Dünya üzerinde yaşanan birçok zulüm ve haksızlığa karşı vicdan ve merhamet odaklı bir duruş ortaya koyabilmek insan için en "onurlu" davranış şekli olsa gerek. Son dönemde Gazze'de, özellikle de dünyanın en masum varlıkları olan çocuklara yaşatılan insanlık dışı muamele, dini ve milleti ne olursa olsun vicdan sahibi tüm insanların bu konuda tepki göstermesine sebep oldu. Ki bu tepkinin en önemli nedeni, burada ölen insanların en doğal hakkı olan yaşam haklarının hiçe sayılıyor oluşu...

Özellikle Avrupa ülkeleri başta olmak üzere dünya üzerinde genel durum bu iken kendi ülkemiz de yaşatılan bu zulme  sessiz kalan, tek kelime etmeyen insanlarla aynı coğrafyayı paylaşıyor oluşumuz ayrı bir trajedi... Ülke gündemimizi son günlerde epey meşgul eden, "sokak hayvanlarını uyutma" konusunda net bir tepki ortaya koyan kesimin Gazze'de olan biten için olaylar başladığı andan itibaren üç maymunu oynamaları ve sonrasında "formalite" paylaşımlar yapmaları ne derece samimi? Diğer taraftan da Gazze için ülke genelinde yürüyüşler yapıp canhıraş ses çıkartanların "sokak hayvanlarını uyutma adı altında ki katletme" fikrini savunmaları ne kadar gerçekçi peki? Bu , vicdanı tek yönlü işleyen iki kesiminde birbirinden zerrece farkı yok zannımca... 

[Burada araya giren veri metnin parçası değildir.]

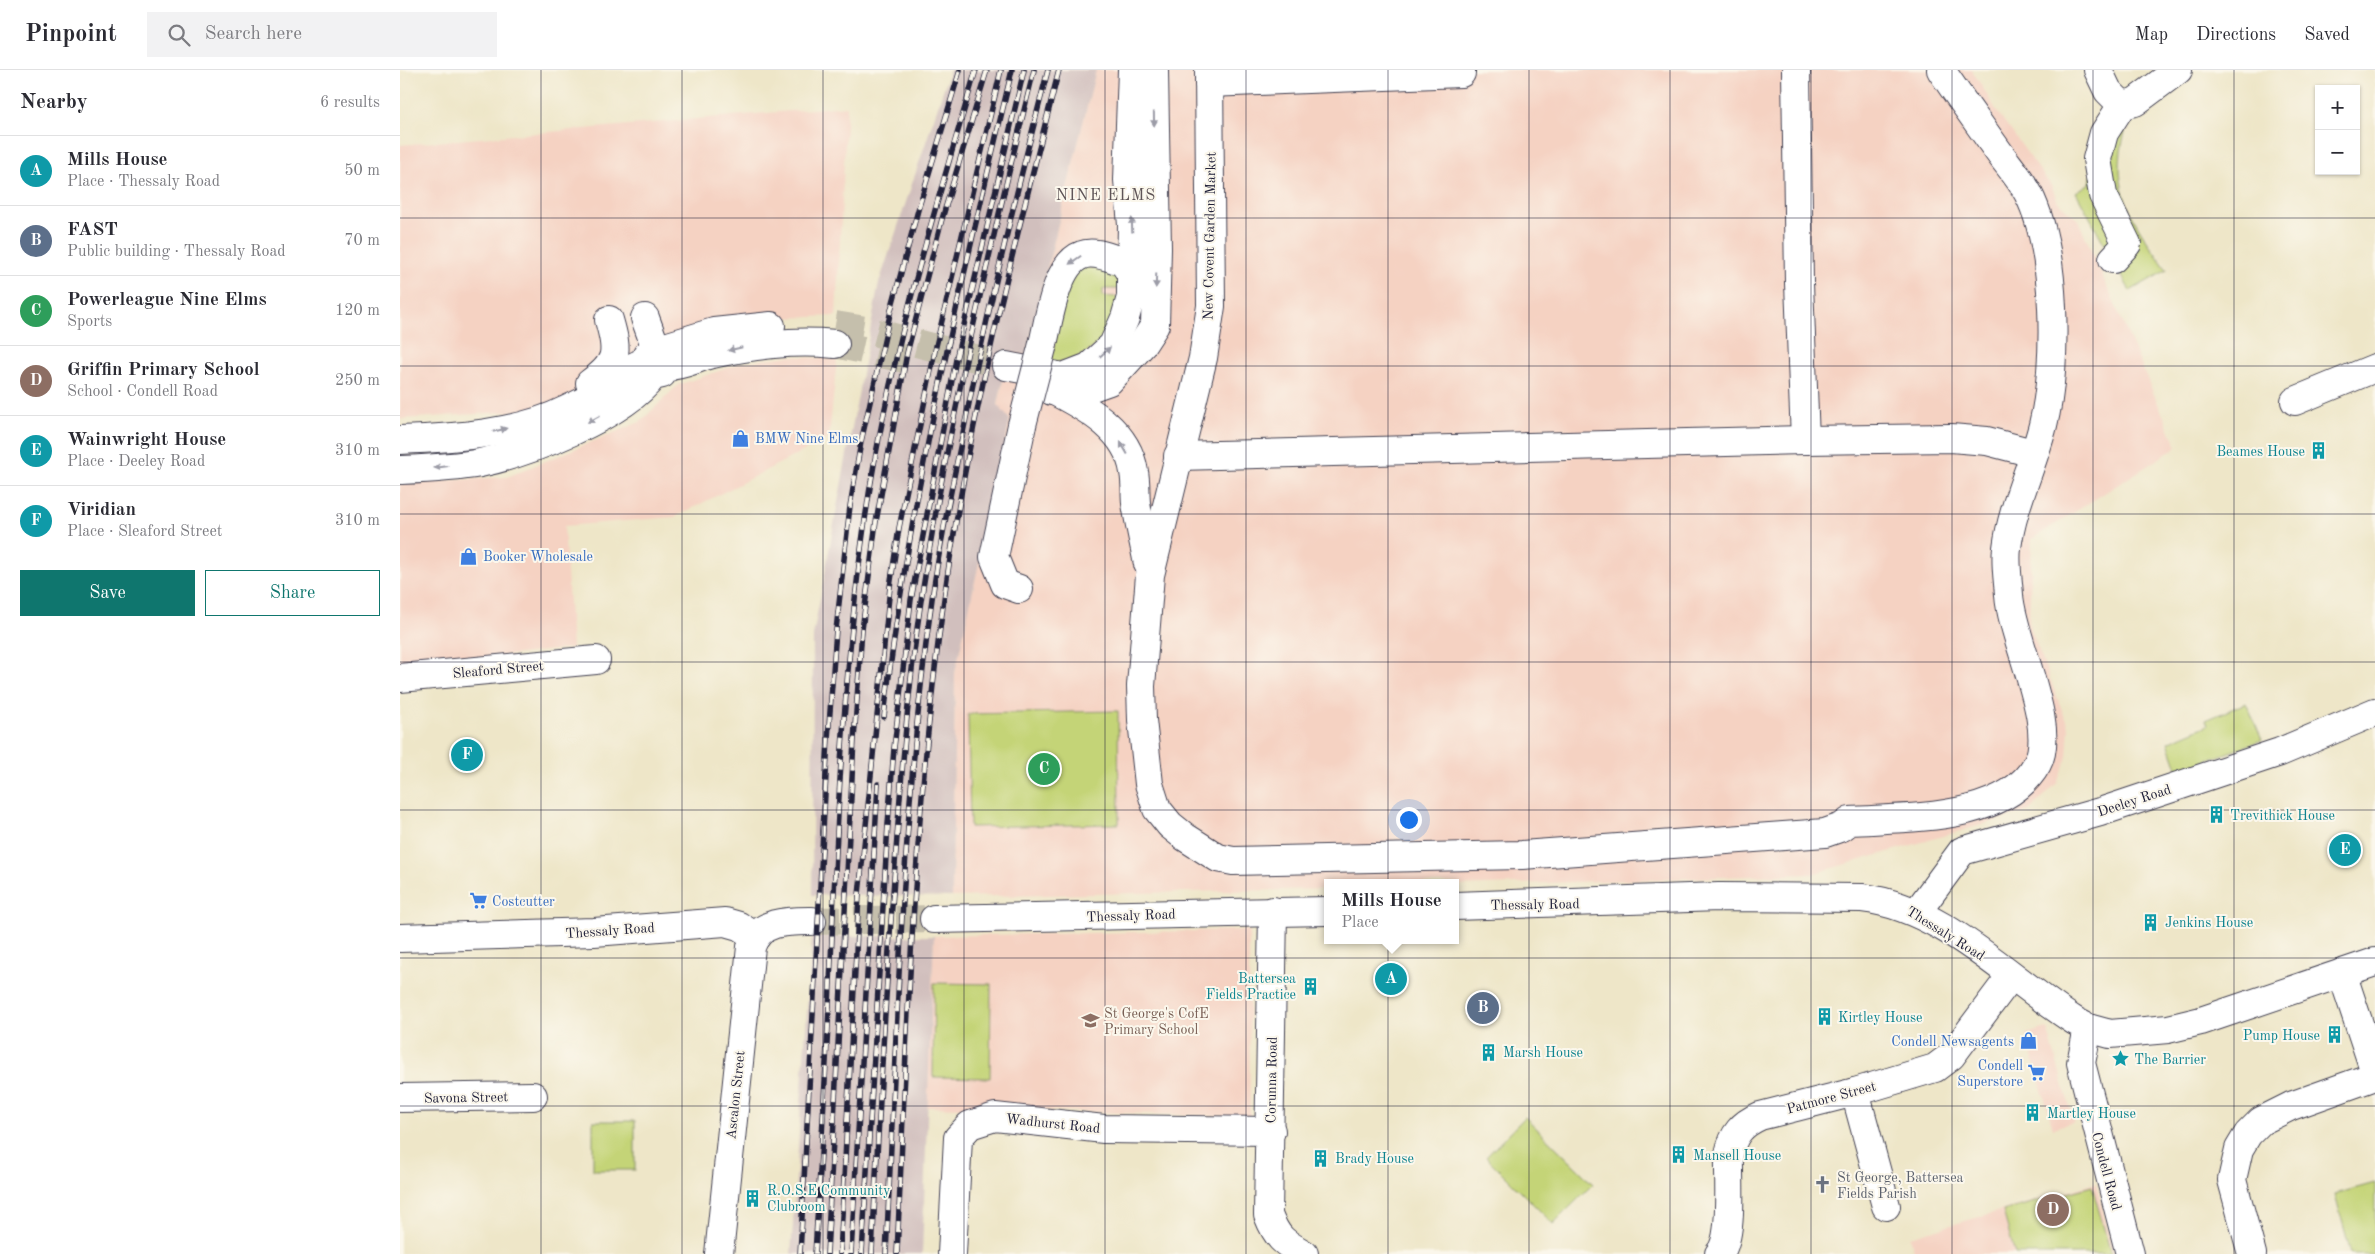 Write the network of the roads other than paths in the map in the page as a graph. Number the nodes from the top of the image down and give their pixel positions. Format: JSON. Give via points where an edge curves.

  Gazze'de ölen insanların dinini, milletini, devlet siyasetini bahane göstererek buradaki insanlık dışı muamele nasıl görmezden geliniyor anlaması güç... Ve bir yandan insan yaşamını kutsal addedip yalnızca iç güdüleri ile hareket eden bir canlının yaşamına son verme planları yapmak, belediyelerin bu konudaki tüm sorumsuzluğunun bir canlıya yüklenmesi görüşüne destek olmak nasıl bir vicdan ve merhamet tutulmasıdır? Ki kendi inancımız çerçevesinden de baktığımızda  yaratılmış olan her canlının üzerimizde hakkı vardır. Ve bizler bu canlardan sorumluyuz... Bu konuda tarihimizden bir örnek vermek gerekirse; "16. Yüzyılda İstanbul'u ziyaret eden seyyah Thevenot konuyla ilgili şöyle bir anektod düşmüş; "Bu şehrin insanları bir garip. Sokaktaki kediyi, köpeği besliyorlar. O yüzden hiçbir köpek insanlara saldırmıyor. Hatta sabahları pencereleri açıp semaya kuşbaşı etler fırlatıyorlar, şahinler ve kartallar bu etlerle besleniyor." İşte geçmişimizde "Hayırsız Ada" vakası gibi anmayı zerrece istemediğimiz olumsuz örneklerin yanında, kendi tarihimize ve milletimize yakışan böyle "merhamet" odaklı örneklerde var... Bakıldığında bizler gerçek anlamda her açıdan"insanî" çözümleri hayata geçirmekle yükümlüyüz, kendi  tarihimizde ki bu tür iyi olayları örnek alarak... Ve insan ya da hayvan olsun her canın yaratılış gayesi olduğuna inananlar olarak dünya üzerinde ölen her masum insan içinde, insandan zulüm gören her masum hayvan içinde bir tepki koyabilmeliyiz... Ciddi anlamda merhamet sahibi isek... Ciddi anlamda insan isek... Ve "Dağlara buğdaylar serpin Müslüman ülkesinde kuşlar aç kaldı demesinler." Bakış açısına sahip gerçek Müslümanlar isek...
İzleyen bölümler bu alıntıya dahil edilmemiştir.